(Recorded information begins)

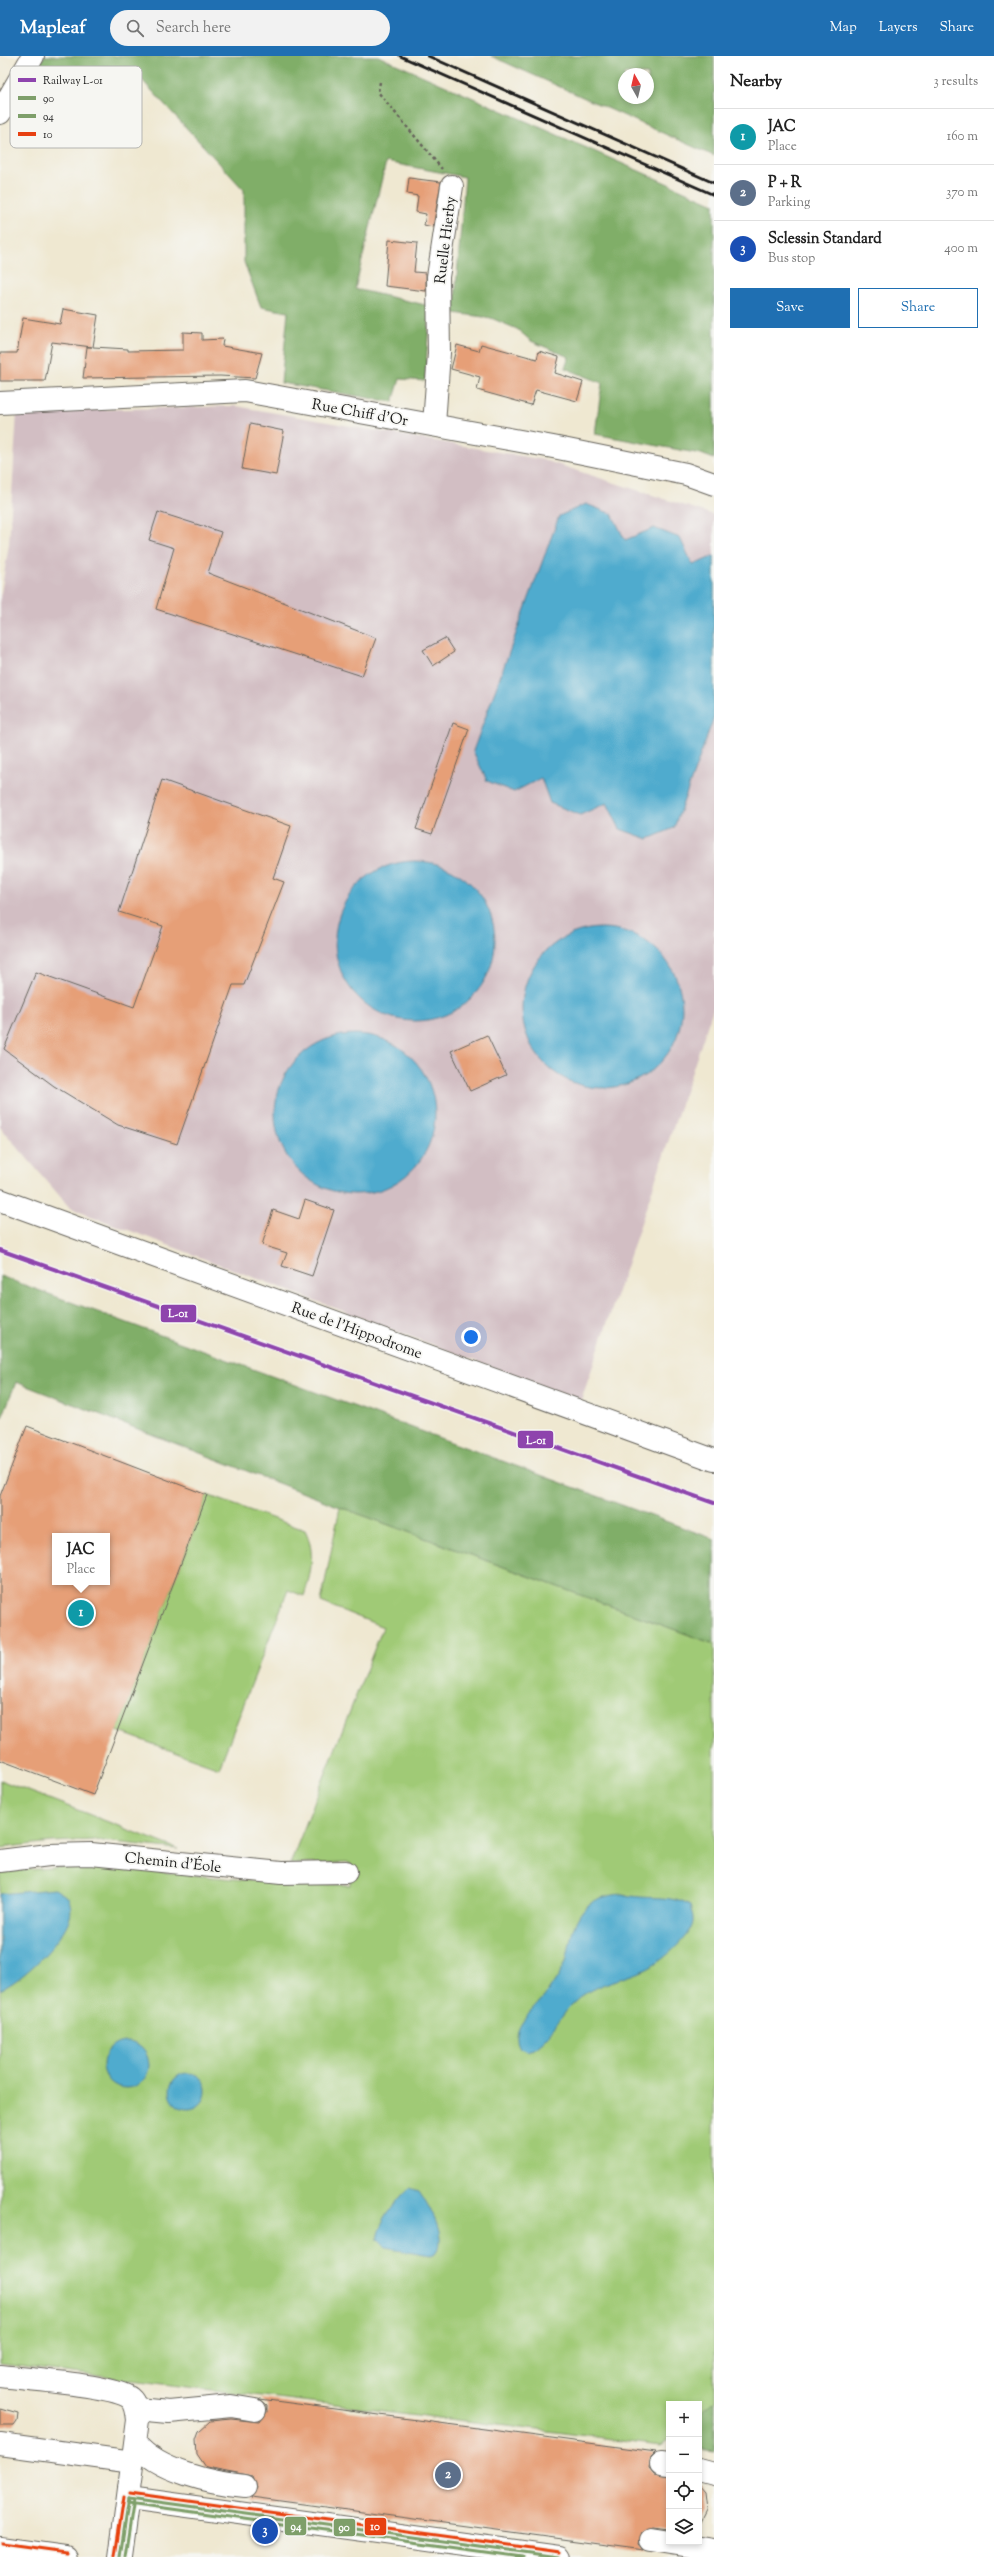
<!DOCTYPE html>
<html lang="en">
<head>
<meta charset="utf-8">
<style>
	:root { --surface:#fff; --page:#f2f2f2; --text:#222; --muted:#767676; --line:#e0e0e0; --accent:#1f6fb2 }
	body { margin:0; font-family:"Sorts Mill Goudy",serif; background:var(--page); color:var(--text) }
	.controls { position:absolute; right:12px; bottom:12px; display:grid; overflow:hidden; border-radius:0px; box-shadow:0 2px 6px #0003 }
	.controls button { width:36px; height:36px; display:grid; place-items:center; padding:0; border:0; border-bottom:1px solid var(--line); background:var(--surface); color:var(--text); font:20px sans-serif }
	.compass { position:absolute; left:618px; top:12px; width:36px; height:36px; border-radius:50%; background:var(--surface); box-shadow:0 2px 6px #0003; rotate:352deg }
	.you { position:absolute; left:471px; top:1281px; width:14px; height:14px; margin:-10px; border:3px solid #fff; border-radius:50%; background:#1a73e8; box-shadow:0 0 0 6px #1a73e833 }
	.badge { display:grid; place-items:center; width:26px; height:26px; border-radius:50%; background:var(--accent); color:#fff; font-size:13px; font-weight:700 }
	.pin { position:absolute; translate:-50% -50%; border:2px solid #fff; box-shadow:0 1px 4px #0006 }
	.popup { position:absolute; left:52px; top:1477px; width:58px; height:52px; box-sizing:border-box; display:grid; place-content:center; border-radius:0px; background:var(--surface); filter:drop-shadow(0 1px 3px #0005); font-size:13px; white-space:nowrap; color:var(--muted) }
	.popup b { font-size:15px; color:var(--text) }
	.popup::after { content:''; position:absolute; left:50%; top:100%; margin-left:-8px; border:8px solid transparent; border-top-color:var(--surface) }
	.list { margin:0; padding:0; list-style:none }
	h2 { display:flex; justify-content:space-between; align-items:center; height:52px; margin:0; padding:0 16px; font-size:17px }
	h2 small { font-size:13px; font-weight:400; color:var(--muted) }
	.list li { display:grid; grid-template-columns:26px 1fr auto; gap:12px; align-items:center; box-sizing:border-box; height:56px; padding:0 16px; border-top:1px solid var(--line) }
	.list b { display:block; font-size:15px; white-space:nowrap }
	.list p { margin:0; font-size:13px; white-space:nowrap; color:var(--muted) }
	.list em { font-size:13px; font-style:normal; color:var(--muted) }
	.actions { display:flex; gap:8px; padding:12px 16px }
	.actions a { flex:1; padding:9px 0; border:1px solid var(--accent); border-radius:0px; text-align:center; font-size:14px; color:var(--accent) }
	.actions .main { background:var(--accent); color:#fff }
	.icon { flex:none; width:22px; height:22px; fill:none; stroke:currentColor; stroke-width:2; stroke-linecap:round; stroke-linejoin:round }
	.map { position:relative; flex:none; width:714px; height:2501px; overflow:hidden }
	header { display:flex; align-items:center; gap:24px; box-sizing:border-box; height:56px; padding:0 20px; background:var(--accent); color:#fff }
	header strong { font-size:19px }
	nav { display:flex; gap:22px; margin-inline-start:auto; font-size:14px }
	.search { width:280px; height:36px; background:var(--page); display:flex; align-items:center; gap:10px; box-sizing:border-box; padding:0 14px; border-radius:22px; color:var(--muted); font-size:15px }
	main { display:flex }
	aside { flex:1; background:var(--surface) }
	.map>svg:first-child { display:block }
	.industrial { fill:#d2bec3 }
	.green { fill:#a0ca76; stroke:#5e7349 }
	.forest { fill:#80ae67; stroke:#4e6542; fill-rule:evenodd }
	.water { fill:#50abce; stroke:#366475 }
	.building { fill:#e69f77; fill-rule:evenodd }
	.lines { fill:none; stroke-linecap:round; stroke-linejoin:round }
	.minor-casing { stroke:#66635b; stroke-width:24 }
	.path { stroke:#66635b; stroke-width:2.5; stroke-dasharray:3 3; stroke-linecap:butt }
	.minor { stroke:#fff; stroke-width:22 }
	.rail { stroke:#1c1c1c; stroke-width:3 }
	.bus-1-casing { stroke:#f6f6f2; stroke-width:6 }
	.bus-2-casing { stroke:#f6f6f2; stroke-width:6 }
	.bus-3-casing { stroke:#f6f6f2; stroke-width:6 }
	.bus-1 { stroke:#7e9f6a; stroke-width:3 }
	.bus-2 { stroke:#7e9f6a; stroke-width:3 }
	.bus-3 { stroke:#e74011; stroke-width:3 }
	.rail-1-casing { stroke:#f6f6f2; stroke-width:7 }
	.rail-1 { stroke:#8e44ad; stroke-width:4 }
	.labels { text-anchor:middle; stroke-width:3.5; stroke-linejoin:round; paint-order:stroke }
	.street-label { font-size:15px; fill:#1c1c1c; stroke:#f6f6f2 }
	.key { fill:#f6f6f2; stroke:#b5b5b2; stroke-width:1 }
	.key-label { font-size:11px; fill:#1c1c1c }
	.line-badge { stroke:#f6f6f2; stroke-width:1.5 }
	.badge-label { font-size:11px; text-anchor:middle; font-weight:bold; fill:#fff }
</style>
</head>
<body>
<header>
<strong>Mapleaf</strong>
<div class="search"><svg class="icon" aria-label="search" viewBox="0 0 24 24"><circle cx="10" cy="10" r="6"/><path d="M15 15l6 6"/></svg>Search here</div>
<nav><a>Map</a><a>Layers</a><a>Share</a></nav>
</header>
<main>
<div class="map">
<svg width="714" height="2501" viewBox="0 0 714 2501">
	<rect width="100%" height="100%" fill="#f6f6f2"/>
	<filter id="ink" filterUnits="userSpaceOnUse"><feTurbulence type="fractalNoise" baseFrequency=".025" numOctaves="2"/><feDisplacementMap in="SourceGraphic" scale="8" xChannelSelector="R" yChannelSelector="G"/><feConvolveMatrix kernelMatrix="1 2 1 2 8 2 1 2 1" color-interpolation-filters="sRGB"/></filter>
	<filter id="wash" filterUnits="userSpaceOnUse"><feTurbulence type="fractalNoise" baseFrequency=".012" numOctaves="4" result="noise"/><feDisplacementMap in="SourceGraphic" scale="16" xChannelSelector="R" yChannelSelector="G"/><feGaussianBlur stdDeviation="0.9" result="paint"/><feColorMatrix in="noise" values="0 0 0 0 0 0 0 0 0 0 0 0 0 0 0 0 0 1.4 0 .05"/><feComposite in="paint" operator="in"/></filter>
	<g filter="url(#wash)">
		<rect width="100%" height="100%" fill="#efe8d1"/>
		<polygon class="industrial" points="236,350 544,404 714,459 714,950 581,1345 70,1152 0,1071 0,543 9,488 17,356"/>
		<g class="green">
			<path d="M 207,1439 L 305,1474 C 316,1496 311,1518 304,1540 L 288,1534 L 219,1712 L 117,1675 Z"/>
			<polygon points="340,1451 714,1588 714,2344 699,2359 699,2348 669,2348 669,2384 661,2389 0,2308 0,1816 89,1809 275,1827 350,1829 350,1807 290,1808 383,1571 321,1546"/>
			<polygon points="0,1724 178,1793 94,1784 51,1786 0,1792"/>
		</g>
		<g class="forest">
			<polygon points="44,0 378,0 714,148 714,403 701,398 595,378 602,327 565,312 569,301 531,285 517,273 491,262 454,257 465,121 386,106 355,233 430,250 425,325 400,323 393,346 281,327 288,256 261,251 244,206 244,134 142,24 111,31 40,7"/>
			<path d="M 491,0 L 714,0 L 714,100 ZM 624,18 L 648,18 L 648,42 L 624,42 Z"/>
			<polygon points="0,1220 714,1483 714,1588 340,1451 16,1326 0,1367"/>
			<polygon points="714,2344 714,2396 699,2394 699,2359"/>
		</g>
		<g class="water">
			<polygon points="586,448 612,458 625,484 654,472 680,482 693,509 714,500 714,661 674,772 648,783 620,773 607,747 580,759 550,747 541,722 514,736 487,725 473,695 559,460"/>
			<circle cx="415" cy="885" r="80"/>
			<circle cx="602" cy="952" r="80"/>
			<circle cx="355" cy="1058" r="80"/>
			<path d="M 55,1833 L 69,1842 C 70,1848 72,1855 70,1861 C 63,1885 23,1924 0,1934 L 0,1838 Z"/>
			<path d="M 623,1838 C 646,1845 669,1837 690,1850 C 691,1855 694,1861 693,1865 C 691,1881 659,1908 645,1914 C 623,1924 600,1926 580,1941 C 560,1957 551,1984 528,1995 L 520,1992 C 507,1971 538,1952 549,1934 C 555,1925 562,1915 566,1905 C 571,1887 571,1868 584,1853 C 594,1842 608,1839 623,1838 Z"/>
			<circle cx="126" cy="2009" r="23"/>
			<circle cx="188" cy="2035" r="18"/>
			<path d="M 410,2132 L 419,2135 C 428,2148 449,2183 436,2197 L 431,2199 L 386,2191 L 378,2184 C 374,2174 401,2137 410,2132 Z"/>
		</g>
		<g id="blocks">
			<g class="building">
				<polygon points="88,54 103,61 89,88 74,81"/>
				<polygon points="409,122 441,126 433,171 424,169 426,158 416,156 418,140 407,138"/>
				<polygon points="389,184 417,187 414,216 426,217 426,235 385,230"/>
				<polygon points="63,253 98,259 93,291 128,293 128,295 183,294 183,276 202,277 202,284 223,283 222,290 262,297 255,322 220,320 83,322 87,291 92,291 52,286 45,325 0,325 0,297 17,297 23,262 60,268"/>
				<polygon points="481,288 537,303 539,295 559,301 555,317 583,326 577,345 536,334 531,349 477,334 480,321 451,313 457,289 479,295"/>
				<polygon points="250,368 284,375 276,419 242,413"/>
				<polygon points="158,456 221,476 208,517 376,582 362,620 156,553 174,492 149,484"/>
				<polygon points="445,582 454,596 433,610 423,594"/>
				<polygon points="453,667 469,673 432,778 416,773"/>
				<polygon points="162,724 291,770 273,822 284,826 244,929 233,929 177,1088 118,1069 54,1030 4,993 36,916 134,951 163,870 119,856"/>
				<polygon points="487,979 506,1019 470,1035 451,995"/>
				<polygon points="305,1144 334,1154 312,1220 282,1210 287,1197 262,1189 273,1154 299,1163"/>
				<path d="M 27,1370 L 207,1439 L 93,1739 L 0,1704 L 0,1440 ZM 55,1480 L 107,1480 L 107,1526 L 55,1526 Z"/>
				<polygon points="260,2343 656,2396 651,2401 649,2412 654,2418 669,2421 669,2474 653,2472 642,2476 639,2488 644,2494 251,2441 257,2431 253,2420 206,2411 197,2398 196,2383 199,2375 210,2365 231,2363 260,2366 267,2356 267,2349"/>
				<polygon points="0,2352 18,2357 17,2365 14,2369 0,2369"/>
				<polygon points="699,2429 705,2436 707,2453 699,2469"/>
			</g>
		</g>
	</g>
	<g filter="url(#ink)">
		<use href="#blocks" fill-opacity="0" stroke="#66635b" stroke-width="1"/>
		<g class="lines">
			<g class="minor-casing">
				<g id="minor">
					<polyline points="0,57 33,0"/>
					<polyline points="0,347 245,335 553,391 686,418 714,428"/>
					<polyline points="434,369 439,297 438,221 452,130"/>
					<polyline points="0,1144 714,1404"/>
					<polyline points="0,1805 49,1799 91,1798 281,1817 346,1816"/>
					<path d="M 0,2320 C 25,2323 114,2329 130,2342 C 136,2347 137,2355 138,2364 L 120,2501"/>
					<polyline points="137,2353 169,2356 231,2350 255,2354"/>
					<polyline points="0,2388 133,2406"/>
					<path d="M 136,2388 C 158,2415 211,2427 245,2430"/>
					<polyline points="661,2408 669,2409"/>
					<polyline points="699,2414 714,2418"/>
					<polyline points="129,2442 560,2501"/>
					<polyline points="651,2484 714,2494"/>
					<polyline points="0,2492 65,2501"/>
				</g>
			</g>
			<polyline class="path" points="380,26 378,36 442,113"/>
			<use href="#minor" class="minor"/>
			<g class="rail">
				<polyline points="400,0 714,139"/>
				<polyline points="428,0 714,127"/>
			</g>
			<g class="bus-1-casing">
				<g id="bus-1">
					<polyline points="129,2442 560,2501"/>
					<polyline points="120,2501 129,2442"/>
				</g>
			</g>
			<g class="bus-2-casing">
				<g id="bus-2">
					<polyline points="128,2447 523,2501"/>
					<polyline points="125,2501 134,2443"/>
				</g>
			</g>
			<g class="bus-3-casing">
				<g id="bus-3">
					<polyline points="130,2437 561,2496"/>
					<polyline points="1,2487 66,2496"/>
					<polyline points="115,2500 124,2441"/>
				</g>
			</g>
			<use href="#bus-1" class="bus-1"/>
			<use href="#bus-2" class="bus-2"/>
			<use href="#bus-3" class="bus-3"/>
			<g class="rail-1-casing">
				<polyline id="rail-1" points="0,1194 714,1447"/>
			</g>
			<use href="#rail-1" class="rail-1"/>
		</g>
	</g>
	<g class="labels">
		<g class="street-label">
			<text transform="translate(445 184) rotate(-83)" y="5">Ruelle Hierby</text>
			<text transform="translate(360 356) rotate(10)" y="5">Rue Chiff d'Or</text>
			<text transform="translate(357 1274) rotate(20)" y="5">Rue de l'Hippodrome</text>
			<text transform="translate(173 1806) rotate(6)" y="5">Chemin d'Éole</text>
		</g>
	</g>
	<rect x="10" y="10" width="132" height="82" rx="6" class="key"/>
	<rect x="18" y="22" width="18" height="4" fill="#8e44ad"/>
	<rect x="18" y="40" width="18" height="4" fill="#7e9f6a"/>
	<rect x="18" y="58" width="18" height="4" fill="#7e9f6a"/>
	<rect x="18" y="76" width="18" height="4" fill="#e74011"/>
	<g class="key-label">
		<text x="43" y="28">Railway L-01</text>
		<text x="43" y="46">90</text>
		<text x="43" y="64">94</text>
		<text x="43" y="82">10</text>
	</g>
	<g class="line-badge">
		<rect x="160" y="1248" width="37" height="19" rx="4" fill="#8e44ad"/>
		<rect x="517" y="1374" width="37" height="19" rx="4" fill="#8e44ad"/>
		<rect x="284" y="2460" width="23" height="20" rx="4" fill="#7e9f6a"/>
		<rect x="364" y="2461" width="23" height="19" rx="4" fill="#e74011"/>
		<rect x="333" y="2462" width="23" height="19" rx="4" fill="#7e9f6a"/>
	</g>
	<g class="badge-label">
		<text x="178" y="1261">L-01</text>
		<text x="536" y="1388">L-01</text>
		<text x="296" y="2474">94</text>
		<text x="375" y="2474">10</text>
		<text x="344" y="2475">90</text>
	</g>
</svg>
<div class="controls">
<button>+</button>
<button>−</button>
<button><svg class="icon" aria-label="locate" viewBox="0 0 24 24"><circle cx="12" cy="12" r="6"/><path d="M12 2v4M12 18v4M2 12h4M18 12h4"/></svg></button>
<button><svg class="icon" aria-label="layers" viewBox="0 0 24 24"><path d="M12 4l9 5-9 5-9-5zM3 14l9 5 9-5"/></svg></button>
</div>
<svg class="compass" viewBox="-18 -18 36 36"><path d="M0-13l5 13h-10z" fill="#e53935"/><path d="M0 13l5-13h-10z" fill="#767676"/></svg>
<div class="you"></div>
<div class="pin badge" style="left:81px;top:1557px;background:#0f9aa8">1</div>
<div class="popup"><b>JAC</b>Place</div>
<div class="pin badge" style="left:448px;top:2419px;background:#5c6f8a">2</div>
<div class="pin badge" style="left:265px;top:2475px;background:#1a4fb4">3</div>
</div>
<aside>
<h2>Nearby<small>3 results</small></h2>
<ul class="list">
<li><span class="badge" style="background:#0f9aa8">1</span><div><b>JAC</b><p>Place</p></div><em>160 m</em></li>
<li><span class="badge" style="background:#5c6f8a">2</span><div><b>P + R</b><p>Parking</p></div><em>370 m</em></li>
<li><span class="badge" style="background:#1a4fb4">3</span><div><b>Sclessin Standard</b><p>Bus stop</p></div><em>400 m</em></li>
</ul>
<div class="actions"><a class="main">Save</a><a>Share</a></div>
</aside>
</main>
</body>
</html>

(Recorded information ends)

* [Task]: Reproduce each line of the records in which "lines" appears.

* [Response box]:
	.lines { fill:none; stroke-linecap:round; stroke-linejoin:round }
		<g class="lines">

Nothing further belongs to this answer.